Cases of invasive breast carcinoma from each decade, from 1932 to 1999, were chosen. Cases were selected sequentially beginning with the first case from each year for which tissue was available. Areas of invasive carcinoma, distinct from in situ components and normal epithelium, were identified on the stained slides by a technician (LAC) and a pathologist (RLC) and marked for subsequent analysis. The paraffin-embedded tissue corresponding to these areas was cored 10 times: 5 times from the periphery and 5 from the center of the lesion. In 29 of 38 cases, this represented the actual tumor edge and center; however, in the remaining 9 cases, the assayed tissue block contained tumor without surrounding normal tissue and only the periphery and center of the block could be represented. Cores were transferred to a recipient paraffin block using the technique described by Kononen et al (1998) using a Tissue Microarrayer (Beecher Instruments, Silver Spring, Maryland).

Microarray slides were processed within 2 weeks of cutting, except as indicated. Both microarray and whole-section slides were stained using techniques and reagents from DAKO (Carpinteria, California). In brief, slides were deparaffinized and antigens were retrieved using microwave antigen retrieval (Katoh et al, 1997). Slides were then stained with primary antibodies including monoclonal antibodies to ER and PR as well as polyclonal rabbit antibody to HER2. Slides were then incubated with mouse- or rabbit-specific secondary antibodies covalently linked to dextran polymers containing multiple peroxidase molecules (DAKO EnVision® System and HercepTest®, DAKO) and developed with diaminobenzidine (DAB). All slides were processed using a DAKO automatic stainer. Other antibodies used in this study include Ki-67 (BD Transduction Laboratories, Lexington, Kentucky) and polyclonal rabbit anticytokeratin (Zymed, South San Francisco, California). To prevent oxidation of array slides after sectioning, the slides were deparaffinized, dried, and dipped in a layer of paraffin. Immediately before staining, the paraffin was removed by incubating in a 60° C incubator for 30 minutes and following with several washes in xylene.

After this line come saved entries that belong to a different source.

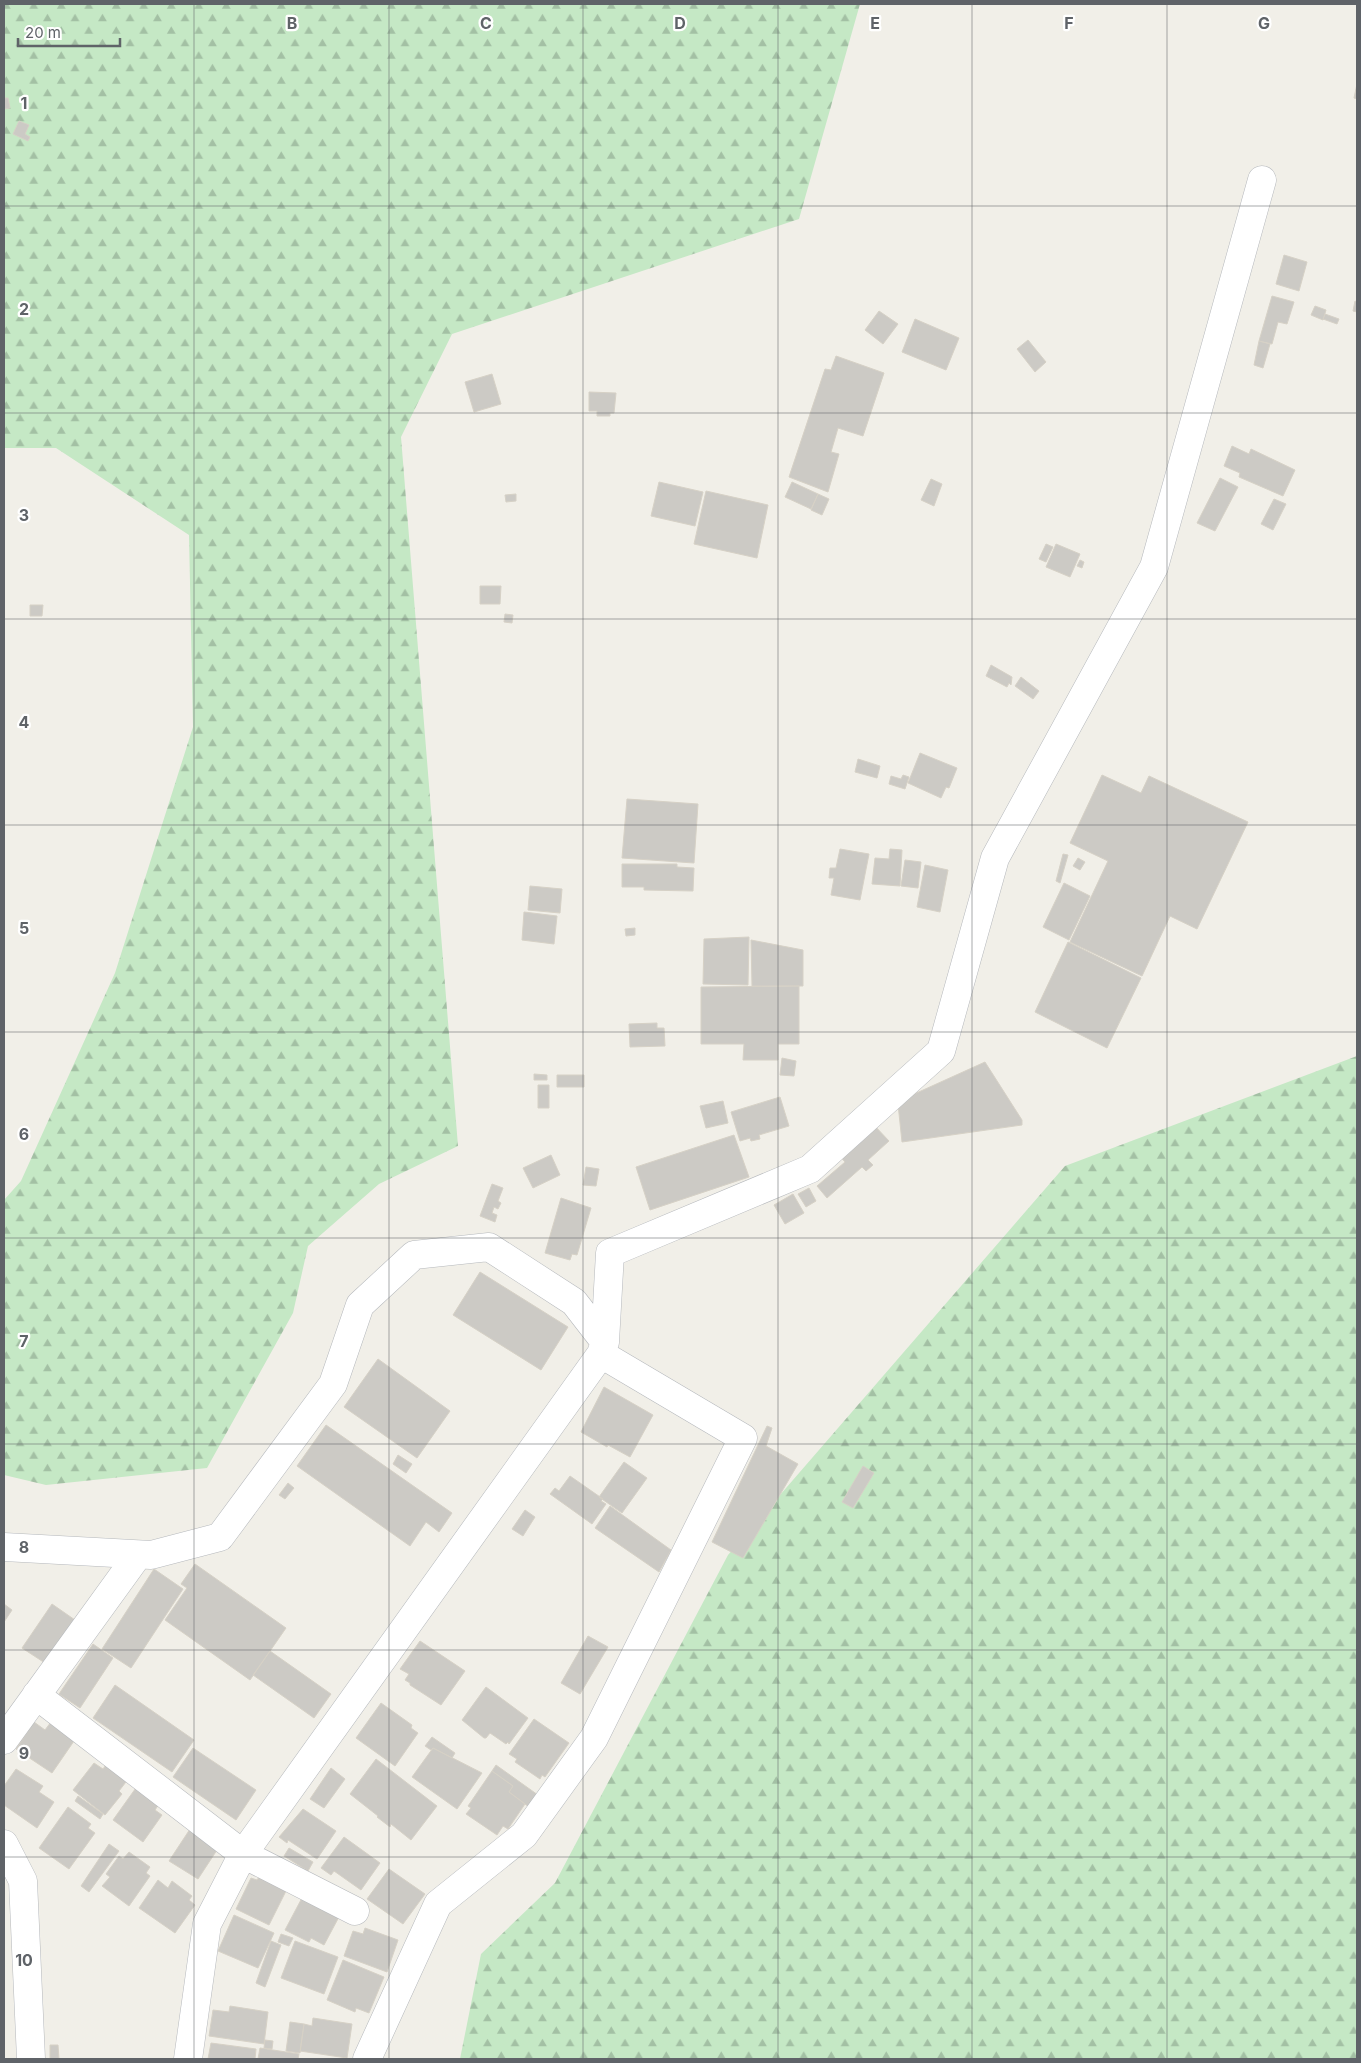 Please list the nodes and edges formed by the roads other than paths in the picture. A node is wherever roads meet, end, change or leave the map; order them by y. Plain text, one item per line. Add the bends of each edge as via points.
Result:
1 (1262, 180) dead end
2 (603, 1348) junction
3 (4, 1547) edge
4 (138, 1555) junction
5 (36, 1695) junction
6 (4, 1740) edge
7 (4, 1844) edge
8 (243, 1854) junction
9 (355, 1911) dead end
10 (31, 2059) edge
11 (188, 2059) edge
12 (367, 2059) edge

1 - 2 street via 1154,567 995,858 941,1051 810,1169 610,1253
2 - 4 street via 574,1302 489,1247 414,1255 360,1305 333,1384 220,1537 151,1555
2 - 8 street
2 - 12 street via 742,1438 594,1738 524,1836 438,1904
3 - 4 street
4 - 5 street
5 - 6 street
5 - 8 street
7 - 10 street via 23,1881
8 - 9 street
8 - 11 street via 207,1924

Levels of ER, PR, and HER2 staining were analyzed according to the manufacturers instructions in a manner identical to that used for routine diagnostic specimens (at Yale New Haven Hospital, New Haven, Connecticut). In brief, ER and PR levels were assessed by the number of positively stained nuclei, with a score greater than 10% indicating a positive result. HER2 staining was assessed on a 0- to 3-point scale, with scores greater than 1.5 designated as positive. Disks from the same case were independently assessed and given a separate score. Disk scores from the same tumor were either averaged together to produce a single score or expressed as a ratio of positive to negative cases, depending on the analysis.